I am in the season of life where my children are grown and married. That has put me in the position of doing much personal evaluation (how did I do as a mom? What would I do differently if I could do it over? Where did I fail?) and of being evaluated by my children as they sift through their childhood and see the stark reality that their parents were well meaning, but imperfect. There have been several hard conversations where my kids have openly shared how our best efforts affected them as they were growing up (for the good and for the not so good) and there have been several times that we have had to humbly ask for forgiveness.

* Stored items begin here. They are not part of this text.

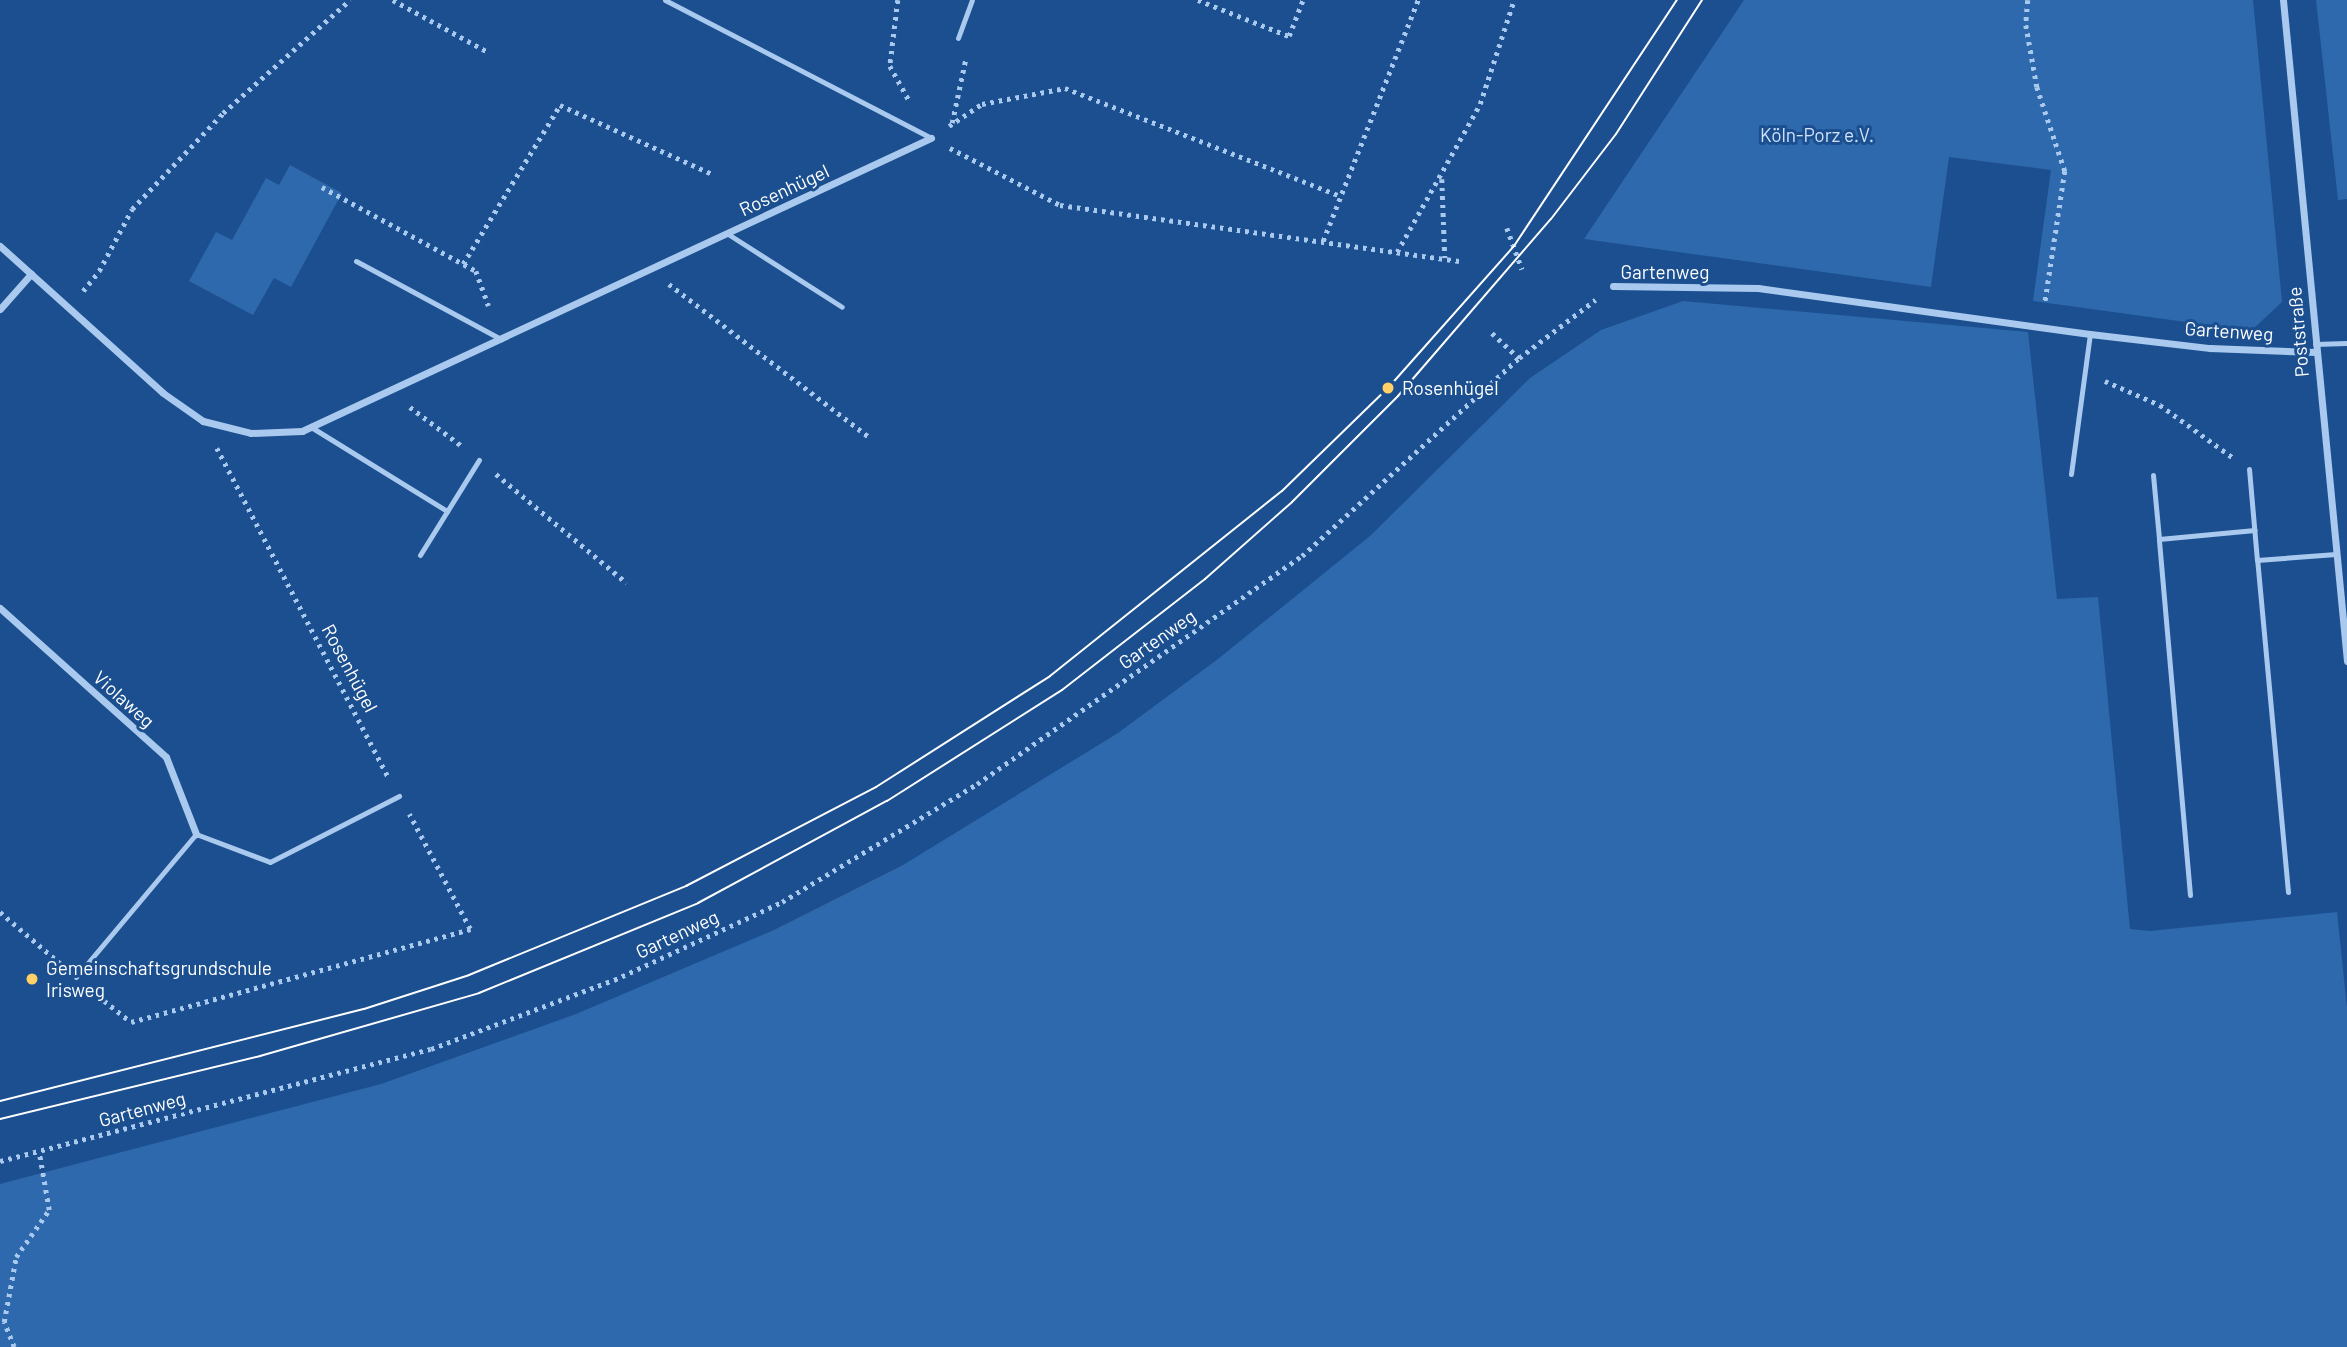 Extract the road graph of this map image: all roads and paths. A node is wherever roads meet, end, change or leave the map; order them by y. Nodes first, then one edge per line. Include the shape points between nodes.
1 (350, 0) edge
2 (393, 0) edge
3 (665, 0) edge
4 (898, 0) edge
5 (972, 0) edge
6 (1198, 0) edge
7 (1303, 0) edge
8 (1418, 0) edge
9 (1514, 0) edge
10 (2028, 0) edge
11 (2283, 0) edge
12 (958, 38) joint
13 (486, 51) dead end
14 (952, 124) junction
15 (931, 138) junction
16 (714, 176) dead end
17 (1442, 176) junction
18 (322, 187) dead end
19 (1341, 196) junction
20 (1507, 228) dead end
21 (727, 234) junction
22 (1323, 242) junction
23 (0, 246) edge
24 (1397, 251) junction
25 (1445, 258) junction
26 (356, 261) dead end
27 (1459, 261) dead end
28 (463, 264) junction
29 (1522, 269) dead end
30 (652, 270) junction
31 (31, 274) junction
32 (1613, 286) joint
33 (842, 307) dead end
34 (0, 309) edge
35 (68, 309) junction
36 (2042, 328) junction
37 (1492, 333) dead end
38 (2090, 334) junction
39 (502, 340) junction
40 (2347, 343) edge
41 (2315, 348) junction
42 (1519, 358) junction
43 (2084, 375) junction
44 (389, 392) junction
45 (203, 421) junction
46 (311, 427) junction
47 (870, 437) dead end
48 (479, 460) junction
49 (2249, 469) joint
50 (2071, 474) dead end
51 (2153, 475) dead end
52 (447, 511) junction
53 (2255, 530) junction
54 (2159, 539) junction
55 (2336, 554) junction
56 (420, 555) dead end
57 (2257, 560) junction
58 (626, 583) dead end
59 (0, 608) edge
60 (2347, 661) edge
61 (399, 796) junction
62 (196, 834) junction
63 (2288, 892) dead end
64 (2190, 895) dead end
65 (0, 912) edge
66 (76, 976) junction
67 (39, 1152) junction
68 (0, 1161) edge
69 (14, 1347) edge

1 - 35 path via 223,113 132,209 99,271
2 - 13 path
3 - 15 lane
4 - 15 path via 890,66
5 - 12 lane
6 - 7 path via 1289,36
8 - 19 path
9 - 17 path via 1480,104
10 - 36 path via 2026,25 2037,87 2065,171
11 - 41 street, Poststraße
12 - 14 path via 967,59
14 - 15 path
14 - 19 path via 982,104 1065,88
15 - 21 street, Rosenhügel
15 - 22 path via 1060,205
16 - 28 path via 560,105
17 - 24 path
17 - 25 path
18 - 28 path
19 - 22 path
20 - 29 path
21 - 30 street, Rosenhügel
21 - 33 lane
22 - 24 path
23 - 31 street, Rosenhügel
24 - 25 path
25 - 27 path
26 - 39 lane
28 - 39 path via 476,271
30 - 39 street, Rosenhügel
30 - 47 path
31 - 34 street
31 - 35 street, Rosenhügel
32 - 36 street, Gartenweg via 1758,288
32 - 42 path, Gartenweg
35 - 45 street, Rosenhügel via 163,393
36 - 38 street, Gartenweg
37 - 42 path
38 - 41 street, Gartenweg via 2210,348
38 - 43 lane
39 - 44 street, Rosenhügel
40 - 41 lane
41 - 55 street, Poststraße
42 - 67 path, Gartenweg via 1302,556 976,785 782,902 614,980 431,1049
43 - 49 path via 2125,387 2160,405
43 - 50 lane
44 - 46 street, Rosenhügel
44 - 48 path
45 - 46 street, Rosenhügel via 251,433
45 - 61 path, Rosenhügel
46 - 52 lane
48 - 52 lane
48 - 58 path
49 - 53 lane
51 - 54 lane
52 - 56 lane
53 - 54 lane
53 - 57 lane
54 - 64 lane
55 - 57 lane
55 - 60 street, Poststraße
57 - 63 lane
59 - 62 street, Violaweg via 166,757
61 - 62 lane via 270,862
61 - 66 path, Rosenhügel via 470,929 131,1023
62 - 66 lane
65 - 66 path
67 - 68 path, Gartenweg
67 - 69 path via 50,1210 16,1257 4,1322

I am thankful that we are able to talk these things through and I expect we will probably have more of these conversations in the future. As hard as these conversations can be, they are important so that my children are able to move forward, so that our relationship can continue to grow, and so that I can continue to model humility and Christlikeness to them, even though they are adults. But, honestly, these conversations have left me feeling sad and weary at times. I grieve the fact that I let my kids down in any way, but the reality is that even my best efforts have come up lacking, and they will continue to lack as I move forward because I am continuing to learn how to be a mom.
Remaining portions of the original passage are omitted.